DELLA PORTA, Bernardo (Bernardino)
Nacque a Parma durante la prima metà del sec. XIII da una famiglia di milites, tradizionalmente aderente al gruppo dei guelfi. Era consanguineo di Gamerio Della Porta, detto Scurta, che fu podestà in numerose città italiane nel corso di quel secolo e che fu vicario del re Carlo d'Angiò a Firenze nel secondo semestre del 1279. E proprio nella medesima città di Firenze è testimoniata per la prima volta l'attività politica del D., che svolse, dal 29 ag. 1282 al maggio 1283, la funzione di "Capitano e Difensore delle Arti e degli Artefici". Il D. rappresentava cioè, di fronte al podestà e al capitano del Popolo e conservatore della Pace, gli interessi del ceto mercantile, industriale ed artigianale della città, ne sosteneva le richieste, i diritti e le decisioni.

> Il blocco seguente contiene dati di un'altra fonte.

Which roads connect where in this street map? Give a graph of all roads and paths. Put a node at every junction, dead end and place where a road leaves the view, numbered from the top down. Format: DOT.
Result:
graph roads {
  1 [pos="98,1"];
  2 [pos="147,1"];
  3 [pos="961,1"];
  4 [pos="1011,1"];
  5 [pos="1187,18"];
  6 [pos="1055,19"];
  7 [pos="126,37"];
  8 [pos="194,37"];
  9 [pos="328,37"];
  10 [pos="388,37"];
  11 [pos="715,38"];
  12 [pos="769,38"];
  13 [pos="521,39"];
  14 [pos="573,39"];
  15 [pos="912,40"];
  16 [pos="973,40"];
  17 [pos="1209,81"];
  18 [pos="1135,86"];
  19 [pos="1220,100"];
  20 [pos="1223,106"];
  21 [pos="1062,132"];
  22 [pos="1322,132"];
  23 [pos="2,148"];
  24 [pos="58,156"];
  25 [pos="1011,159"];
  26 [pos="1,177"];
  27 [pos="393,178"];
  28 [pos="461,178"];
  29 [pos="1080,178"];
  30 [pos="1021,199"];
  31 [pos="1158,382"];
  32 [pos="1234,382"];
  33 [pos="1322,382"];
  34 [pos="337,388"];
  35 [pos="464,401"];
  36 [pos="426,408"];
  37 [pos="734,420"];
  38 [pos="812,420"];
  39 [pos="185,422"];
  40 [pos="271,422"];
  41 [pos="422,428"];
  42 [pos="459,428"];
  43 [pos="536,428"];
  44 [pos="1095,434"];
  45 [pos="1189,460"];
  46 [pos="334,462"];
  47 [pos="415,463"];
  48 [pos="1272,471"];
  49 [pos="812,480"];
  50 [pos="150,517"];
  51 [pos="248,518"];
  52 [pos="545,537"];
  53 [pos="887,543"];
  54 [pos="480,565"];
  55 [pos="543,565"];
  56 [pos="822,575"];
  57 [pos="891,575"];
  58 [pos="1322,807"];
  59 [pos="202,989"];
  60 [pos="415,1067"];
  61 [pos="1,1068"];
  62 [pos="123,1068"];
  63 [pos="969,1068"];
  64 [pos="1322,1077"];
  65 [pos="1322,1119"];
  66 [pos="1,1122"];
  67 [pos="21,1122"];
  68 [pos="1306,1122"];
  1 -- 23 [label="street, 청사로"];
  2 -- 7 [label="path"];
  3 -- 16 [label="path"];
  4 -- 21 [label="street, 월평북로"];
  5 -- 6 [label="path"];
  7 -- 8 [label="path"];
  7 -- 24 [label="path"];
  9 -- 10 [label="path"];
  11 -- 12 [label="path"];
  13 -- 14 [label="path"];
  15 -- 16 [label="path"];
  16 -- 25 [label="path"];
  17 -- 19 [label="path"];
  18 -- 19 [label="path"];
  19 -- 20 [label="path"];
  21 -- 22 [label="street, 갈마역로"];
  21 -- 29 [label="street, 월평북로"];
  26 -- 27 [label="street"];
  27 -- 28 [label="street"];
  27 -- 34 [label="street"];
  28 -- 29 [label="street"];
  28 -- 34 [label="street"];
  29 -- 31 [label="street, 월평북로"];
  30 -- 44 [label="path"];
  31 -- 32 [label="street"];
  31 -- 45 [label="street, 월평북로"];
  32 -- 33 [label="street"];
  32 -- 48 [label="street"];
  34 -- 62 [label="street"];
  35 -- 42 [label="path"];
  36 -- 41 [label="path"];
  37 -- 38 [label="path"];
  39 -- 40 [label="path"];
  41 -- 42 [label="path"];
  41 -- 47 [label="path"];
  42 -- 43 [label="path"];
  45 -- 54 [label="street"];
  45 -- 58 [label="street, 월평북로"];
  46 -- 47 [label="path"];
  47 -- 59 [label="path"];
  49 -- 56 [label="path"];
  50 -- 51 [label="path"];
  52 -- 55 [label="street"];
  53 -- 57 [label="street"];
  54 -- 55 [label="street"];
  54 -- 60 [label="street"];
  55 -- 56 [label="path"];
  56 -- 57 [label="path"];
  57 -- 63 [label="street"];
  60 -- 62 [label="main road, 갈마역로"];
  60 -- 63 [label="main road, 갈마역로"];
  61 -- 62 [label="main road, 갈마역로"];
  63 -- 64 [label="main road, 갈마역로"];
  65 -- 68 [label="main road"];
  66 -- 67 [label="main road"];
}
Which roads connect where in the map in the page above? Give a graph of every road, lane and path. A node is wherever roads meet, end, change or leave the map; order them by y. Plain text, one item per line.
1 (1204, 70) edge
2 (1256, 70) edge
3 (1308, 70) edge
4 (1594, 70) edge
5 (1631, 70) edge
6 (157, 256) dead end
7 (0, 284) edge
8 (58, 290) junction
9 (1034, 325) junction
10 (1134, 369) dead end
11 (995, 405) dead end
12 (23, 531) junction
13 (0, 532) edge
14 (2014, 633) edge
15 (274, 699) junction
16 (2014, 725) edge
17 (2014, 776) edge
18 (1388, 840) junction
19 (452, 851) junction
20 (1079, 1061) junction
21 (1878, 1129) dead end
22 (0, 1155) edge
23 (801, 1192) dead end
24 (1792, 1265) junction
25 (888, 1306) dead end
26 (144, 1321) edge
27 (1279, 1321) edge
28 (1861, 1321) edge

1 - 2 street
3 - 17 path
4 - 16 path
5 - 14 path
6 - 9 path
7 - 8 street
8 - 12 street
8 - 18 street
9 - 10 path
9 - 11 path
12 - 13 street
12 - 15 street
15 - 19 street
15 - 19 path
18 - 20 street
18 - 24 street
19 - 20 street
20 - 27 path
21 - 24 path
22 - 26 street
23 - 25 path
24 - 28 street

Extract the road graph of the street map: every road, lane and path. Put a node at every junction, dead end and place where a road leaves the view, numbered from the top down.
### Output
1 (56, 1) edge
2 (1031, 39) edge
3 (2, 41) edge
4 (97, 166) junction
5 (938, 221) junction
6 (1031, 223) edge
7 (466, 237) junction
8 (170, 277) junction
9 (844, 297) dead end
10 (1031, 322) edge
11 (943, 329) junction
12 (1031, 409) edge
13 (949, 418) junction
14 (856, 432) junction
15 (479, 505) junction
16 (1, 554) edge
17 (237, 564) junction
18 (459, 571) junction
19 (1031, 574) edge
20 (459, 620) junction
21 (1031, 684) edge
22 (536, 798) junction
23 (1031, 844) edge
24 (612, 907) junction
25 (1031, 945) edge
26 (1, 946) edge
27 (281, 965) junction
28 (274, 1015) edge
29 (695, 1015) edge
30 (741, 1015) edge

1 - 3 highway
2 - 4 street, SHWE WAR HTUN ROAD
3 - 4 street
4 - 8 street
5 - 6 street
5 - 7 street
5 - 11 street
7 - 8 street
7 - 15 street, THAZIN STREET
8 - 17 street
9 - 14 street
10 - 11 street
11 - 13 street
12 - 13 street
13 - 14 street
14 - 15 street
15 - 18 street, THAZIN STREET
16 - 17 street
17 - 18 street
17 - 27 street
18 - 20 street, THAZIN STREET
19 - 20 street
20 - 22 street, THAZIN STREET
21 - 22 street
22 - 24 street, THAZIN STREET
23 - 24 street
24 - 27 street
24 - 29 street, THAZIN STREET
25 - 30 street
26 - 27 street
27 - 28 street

La magistratura del capitano e difensore delle arti e degli artefici, che il D. fu il primo a ricoprire, era stata istituita nell'estate del 1282, quando a Firenze si erano avute le riforme costituzionali favorevoli ad una più attiva partecipazione delle arti e dei loro priori al governo comunale. Era certamente un duplicato dell'istituto del capitano del Popolo e nelle intenzioni di chi l'aveva voluta essa avrebbe dovuto sostituirlo, così che in seguito la figura del capitano e difensore delle arti avrebbe dovuto rappresentare, contro i magnati da una parte e contro il popolo minuto dall'altra, solo gli interessi del mondo economico, mercantile ed imprenditoriale. Simili finalità erano implicite nei vasti poteri e nelle specifiche prerogative che la legge riconosceva al capitano e difensore delle arti: egli poteva pronunciare sentenze, come il podestà e come il capitano del Popolo; perciò aveva diritto ad un suo notaio, ad un suo banditore e a suoi nunzi, era attorniato costantemente dai priori ed abitava in un palazzo proprio, diverso dalle sedi del podestà e del capitano del Popolo.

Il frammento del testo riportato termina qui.